*Study material*:
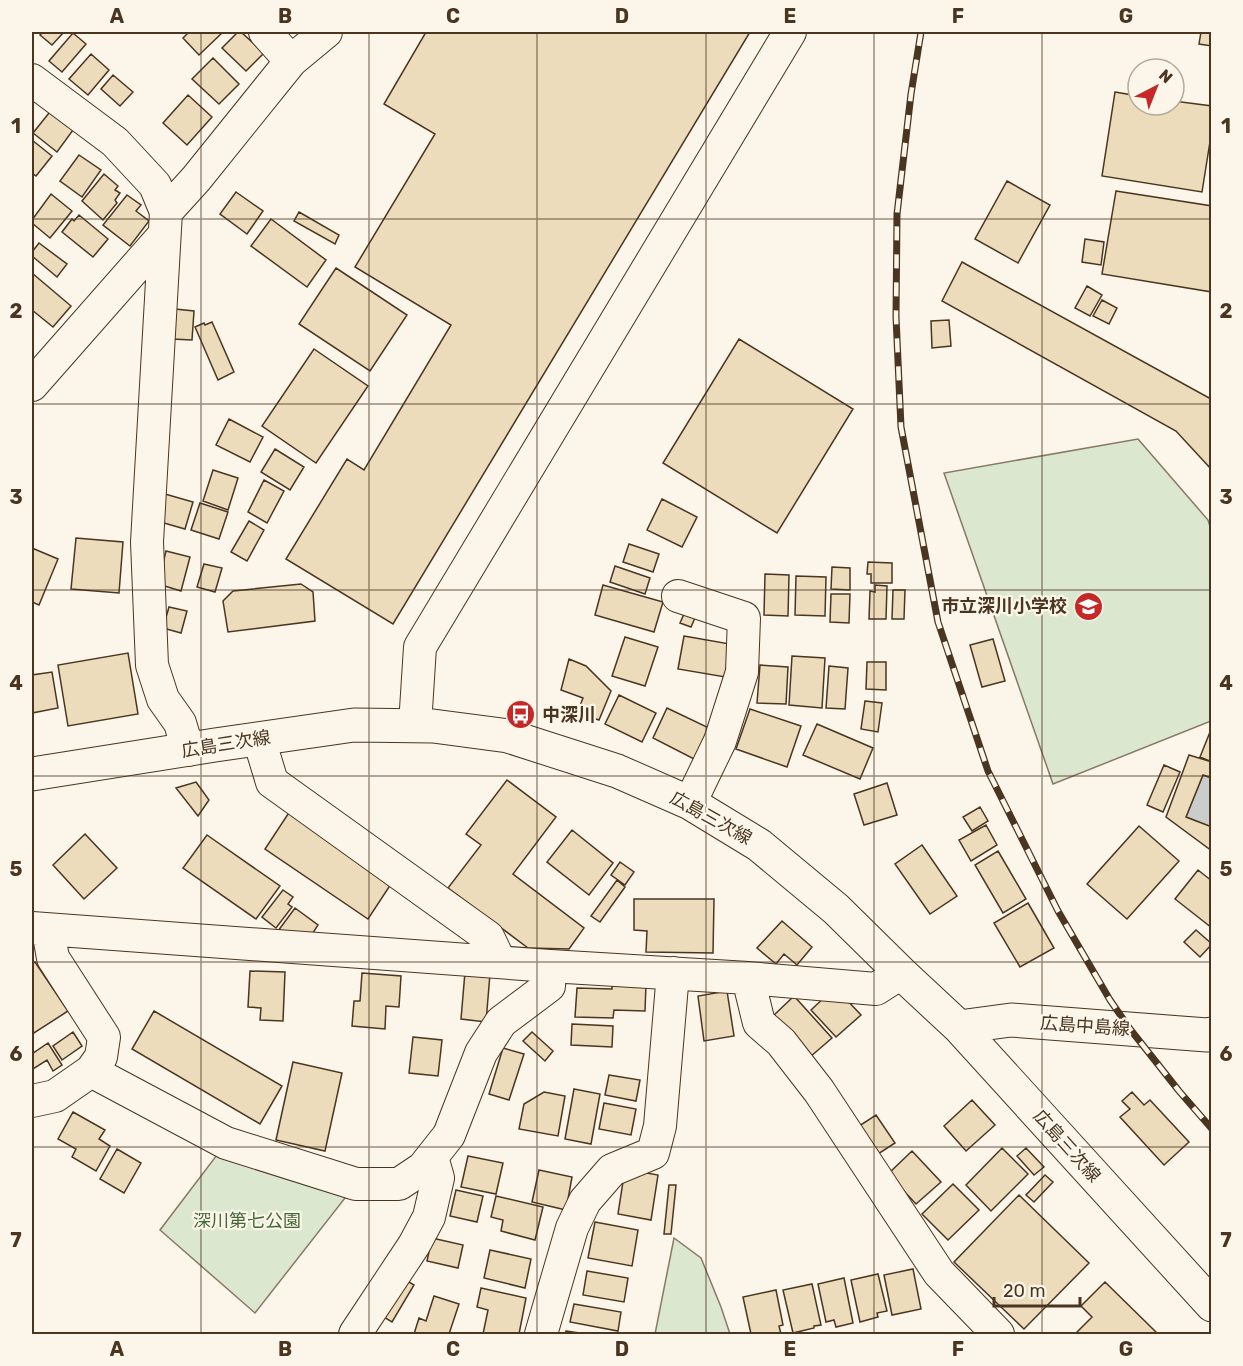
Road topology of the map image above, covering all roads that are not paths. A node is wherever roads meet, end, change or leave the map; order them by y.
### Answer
1 (265, 32) edge
2 (326, 32) edge
3 (790, 32) edge
4 (291, 61) junction
5 (32, 80) edge
6 (165, 224) junction
7 (32, 385) edge
8 (678, 596) dead end
9 (415, 725) junction
10 (259, 739) junction
11 (188, 750) junction
12 (32, 774) edge
13 (690, 803) junction
14 (40, 929) edge
15 (500, 962) junction
16 (550, 966) junction
17 (673, 973) junction
18 (901, 973) junction
19 (748, 978) junction
20 (959, 1027) junction
21 (1212, 1034) edge
22 (91, 1071) junction
23 (32, 1101) edge
24 (432, 1157) junction
25 (1212, 1305) edge
26 (355, 1335) edge
27 (540, 1335) edge
28 (998, 1335) edge

1 - 4 street
2 - 4 street
3 - 9 street
4 - 6 street
5 - 6 street
6 - 7 street
6 - 11 street
8 - 13 street
9 - 10 main road, 広島三次線
9 - 13 main road, 広島三次線
10 - 11 main road, 広島三次線
10 - 15 street
11 - 12 main road, 広島三次線
13 - 18 main road, 広島三次線
14 - 15 street
14 - 22 street
15 - 16 street
16 - 17 street
16 - 24 street
17 - 19 street
17 - 27 street
18 - 19 street
18 - 20 main road, 広島三次線
19 - 28 street
20 - 21 main road, 広島中島線
20 - 25 main road, 広島三次線
22 - 23 street
22 - 24 street
24 - 26 street

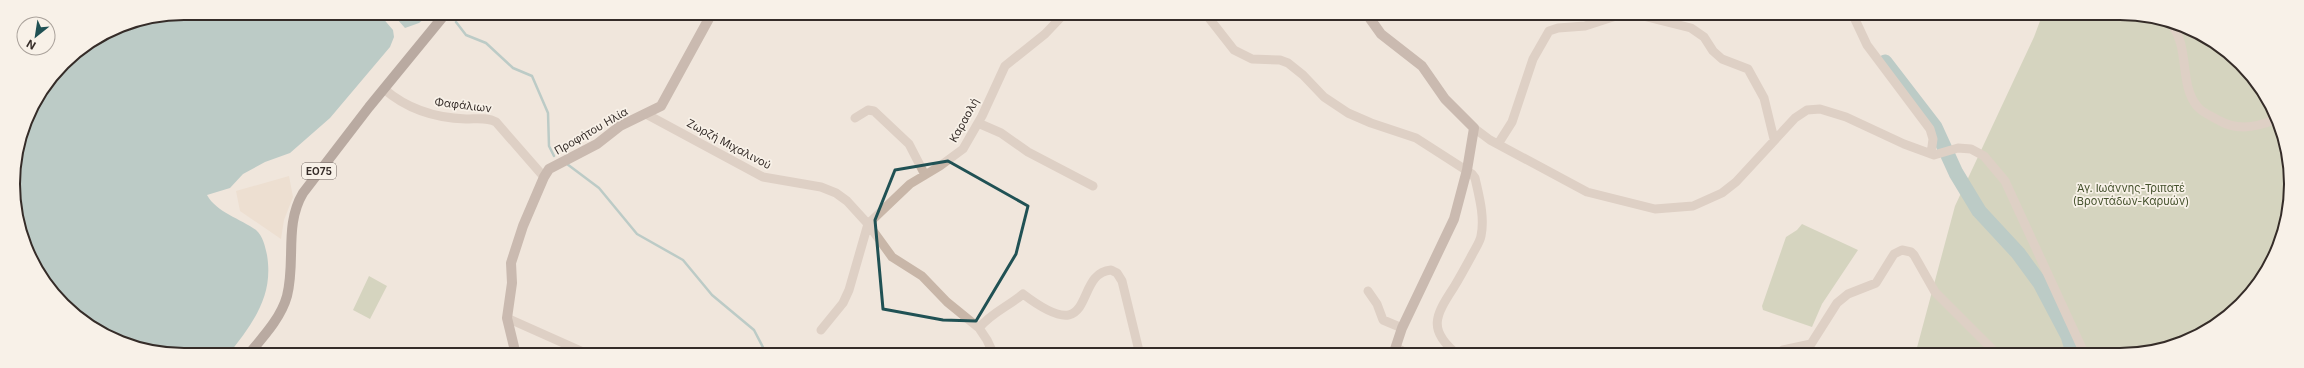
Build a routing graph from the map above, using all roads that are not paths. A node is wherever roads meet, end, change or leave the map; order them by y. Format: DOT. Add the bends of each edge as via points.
graph roads {
  1 [pos="441,20"];
  2 [pos="448,20"];
  3 [pos="708,20"];
  4 [pos="1058,20"];
  5 [pos="1210,20"];
  6 [pos="1371,20"];
  7 [pos="1606,20"];
  8 [pos="1655,20"];
  9 [pos="1855,20"];
  10 [pos="2173,29"];
  11 [pos="386,91"];
  12 [pos="646,114"];
  13 [pos="855,118"];
  14 [pos="2272,120"];
  15 [pos="978,122"];
  16 [pos="1474,128"];
  17 [pos="1774,139"];
  18 [pos="1498,144"];
  19 [pos="1935,154"];
  20 [pos="1468,170"];
  21 [pos="925,175"];
  22 [pos="544,177"];
  23 [pos="1094,186"];
  24 [pos="868,224"];
  25 [pos="1368,291"];
  26 [pos="507,318"];
  27 [pos="979,328"];
  28 [pos="1402,328"];
  29 [pos="821,330"];
  30 [pos="253,348"];
  31 [pos="261,348"];
  32 [pos="514,348"];
  33 [pos="574,348"];
  34 [pos="991,348"];
  35 [pos="1138,348"];
  36 [pos="1396,348"];
  37 [pos="1449,348"];
  38 [pos="1792,348"];
  39 [pos="1991,348"];
  40 [pos="2082,348"];
  1 -- 11 [label="main road, ΕΟ75"];
  2 -- 11 [label="main road, ΕΟ75"];
  3 -- 12 [label="street, Προφήτου Ηλία" via="666,99"];
  4 -- 15 [label="street, Καραολή" via="1005,66"];
  5 -- 20 [label="street" via="1234,50 1252,59 1280,60 1288,63 1324,97 1348,113 1416,138"];
  6 -- 16 [label="street" via="1381,34 1422,66 1445,99"];
  7 -- 18 [label="street" via="1585,26 1558,28 1546,34 1527,73 1512,122"];
  8 -- 17 [label="street" via="1691,28 1704,37 1722,59 1748,69 1764,98"];
  9 -- 19 [label="street" via="1867,45 1930,130"];
  10 -- 14 [label="street" via="2180,43 2192,96 2201,110 2234,127 2255,126"];
  11 -- 22 [label="street, Φαφάλιων" via="398,100 429,114 496,122"];
  11 -- 30 [label="main road, ΕΟ75" via="299,199 292,224 285,301 272,324"];
  11 -- 31 [label="main road, ΕΟ75" via="305,201 298,224 291,303 277,328"];
  12 -- 22 [label="street, Προφήτου Ηλία" via="620,126 597,144 549,169"];
  12 -- 24 [label="street, Ζωρζή Μιχαλινού" via="763,177 830,190 848,201"];
  13 -- 21 [label="street" via="868,110 874,111 909,144"];
  15 -- 21 [label="street, Καραολή" via="959,152"];
  15 -- 23 [label="street" via="1001,133 1028,152"];
  16 -- 18 [label="street"];
  16 -- 20 [label="street"];
  17 -- 18 [label="street" via="1736,182 1722,193 1693,206 1662,209 1640,207 1587,192"];
  17 -- 19 [label="street" via="1802,112 1820,109 1854,120 1904,144"];
  19 -- 40 [label="street" via="1964,148 1978,152 1993,165 2005,181"];
  20 -- 28 [label="street" via="1454,219"];
  20 -- 37 [label="street" via="1475,178 1482,235 1440,308 1437,318 1441,336"];
  21 -- 24 [label="street, Καραολή" via="910,184"];
  22 -- 26 [label="street, Προφήτου Ηλία" via="512,257 512,282"];
  24 -- 27 [label="street, Ζωρζή Μιχαλινού" via="892,257 922,276 947,302"];
  24 -- 29 [label="street" via="850,290 844,303"];
  25 -- 28 [label="street" via="1377,304 1383,320"];
  26 -- 32 [label="street, Προφήτου Ηλία"];
  26 -- 33 [label="street"];
  27 -- 34 [label="street, Ζωρζή Μιχαλινού"];
  27 -- 35 [label="street" via="1023,294 1050,312 1071,315 1083,303 1096,278 1111,270 1117,273 1122,281"];
  28 -- 36 [label="street"];
  38 -- 39 [label="street" via="1811,344 1834,306 1848,294 1876,283 1894,254 1902,250 1914,255 1935,292"];
}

*Directions for this task*:
The entries above must be restated exactly in the answer, and the pictures left out.

*Solution to this task*:
Road topology of the map image above, covering all roads that are not paths. A node is wherever roads meet, end, change or leave the map; order them by y.
### Answer
1 (265, 32) edge
2 (326, 32) edge
3 (790, 32) edge
4 (291, 61) junction
5 (32, 80) edge
6 (165, 224) junction
7 (32, 385) edge
8 (678, 596) dead end
9 (415, 725) junction
10 (259, 739) junction
11 (188, 750) junction
12 (32, 774) edge
13 (690, 803) junction
14 (40, 929) edge
15 (500, 962) junction
16 (550, 966) junction
17 (673, 973) junction
18 (901, 973) junction
19 (748, 978) junction
20 (959, 1027) junction
21 (1212, 1034) edge
22 (91, 1071) junction
23 (32, 1101) edge
24 (432, 1157) junction
25 (1212, 1305) edge
26 (355, 1335) edge
27 (540, 1335) edge
28 (998, 1335) edge

1 - 4 street
2 - 4 street
3 - 9 street
4 - 6 street
5 - 6 street
6 - 7 street
6 - 11 street
8 - 13 street
9 - 10 main road, 広島三次線
9 - 13 main road, 広島三次線
10 - 11 main road, 広島三次線
10 - 15 street
11 - 12 main road, 広島三次線
13 - 18 main road, 広島三次線
14 - 15 street
14 - 22 street
15 - 16 street
16 - 17 street
16 - 24 street
17 - 19 street
17 - 27 street
18 - 19 street
18 - 20 main road, 広島三次線
19 - 28 street
20 - 21 main road, 広島中島線
20 - 25 main road, 広島三次線
22 - 23 street
22 - 24 street
24 - 26 street

Build a routing graph from the map above, using all roads that are not paths. A node is wherever roads meet, end, change or leave the map; order them by y. Format: DOT. Add the bends of each edge as via points.
graph roads {
  1 [pos="441,20"];
  2 [pos="448,20"];
  3 [pos="708,20"];
  4 [pos="1058,20"];
  5 [pos="1210,20"];
  6 [pos="1371,20"];
  7 [pos="1606,20"];
  8 [pos="1655,20"];
  9 [pos="1855,20"];
  10 [pos="2173,29"];
  11 [pos="386,91"];
  12 [pos="646,114"];
  13 [pos="855,118"];
  14 [pos="2272,120"];
  15 [pos="978,122"];
  16 [pos="1474,128"];
  17 [pos="1774,139"];
  18 [pos="1498,144"];
  19 [pos="1935,154"];
  20 [pos="1468,170"];
  21 [pos="925,175"];
  22 [pos="544,177"];
  23 [pos="1094,186"];
  24 [pos="868,224"];
  25 [pos="1368,291"];
  26 [pos="507,318"];
  27 [pos="979,328"];
  28 [pos="1402,328"];
  29 [pos="821,330"];
  30 [pos="253,348"];
  31 [pos="261,348"];
  32 [pos="514,348"];
  33 [pos="574,348"];
  34 [pos="991,348"];
  35 [pos="1138,348"];
  36 [pos="1396,348"];
  37 [pos="1449,348"];
  38 [pos="1792,348"];
  39 [pos="1991,348"];
  40 [pos="2082,348"];
  1 -- 11 [label="main road, ΕΟ75"];
  2 -- 11 [label="main road, ΕΟ75"];
  3 -- 12 [label="street, Προφήτου Ηλία" via="666,99"];
  4 -- 15 [label="street, Καραολή" via="1005,66"];
  5 -- 20 [label="street" via="1234,50 1252,59 1280,60 1288,63 1324,97 1348,113 1416,138"];
  6 -- 16 [label="street" via="1381,34 1422,66 1445,99"];
  7 -- 18 [label="street" via="1585,26 1558,28 1546,34 1527,73 1512,122"];
  8 -- 17 [label="street" via="1691,28 1704,37 1722,59 1748,69 1764,98"];
  9 -- 19 [label="street" via="1867,45 1930,130"];
  10 -- 14 [label="street" via="2180,43 2192,96 2201,110 2234,127 2255,126"];
  11 -- 22 [label="street, Φαφάλιων" via="398,100 429,114 496,122"];
  11 -- 30 [label="main road, ΕΟ75" via="299,199 292,224 285,301 272,324"];
  11 -- 31 [label="main road, ΕΟ75" via="305,201 298,224 291,303 277,328"];
  12 -- 22 [label="street, Προφήτου Ηλία" via="620,126 597,144 549,169"];
  12 -- 24 [label="street, Ζωρζή Μιχαλινού" via="763,177 830,190 848,201"];
  13 -- 21 [label="street" via="868,110 874,111 909,144"];
  15 -- 21 [label="street, Καραολή" via="959,152"];
  15 -- 23 [label="street" via="1001,133 1028,152"];
  16 -- 18 [label="street"];
  16 -- 20 [label="street"];
  17 -- 18 [label="street" via="1736,182 1722,193 1693,206 1662,209 1640,207 1587,192"];
  17 -- 19 [label="street" via="1802,112 1820,109 1854,120 1904,144"];
  19 -- 40 [label="street" via="1964,148 1978,152 1993,165 2005,181"];
  20 -- 28 [label="street" via="1454,219"];
  20 -- 37 [label="street" via="1475,178 1482,235 1440,308 1437,318 1441,336"];
  21 -- 24 [label="street, Καραολή" via="910,184"];
  22 -- 26 [label="street, Προφήτου Ηλία" via="512,257 512,282"];
  24 -- 27 [label="street, Ζωρζή Μιχαλινού" via="892,257 922,276 947,302"];
  24 -- 29 [label="street" via="850,290 844,303"];
  25 -- 28 [label="street" via="1377,304 1383,320"];
  26 -- 32 [label="street, Προφήτου Ηλία"];
  26 -- 33 [label="street"];
  27 -- 34 [label="street, Ζωρζή Μιχαλινού"];
  27 -- 35 [label="street" via="1023,294 1050,312 1071,315 1083,303 1096,278 1111,270 1117,273 1122,281"];
  28 -- 36 [label="street"];
  38 -- 39 [label="street" via="1811,344 1834,306 1848,294 1876,283 1894,254 1902,250 1914,255 1935,292"];
}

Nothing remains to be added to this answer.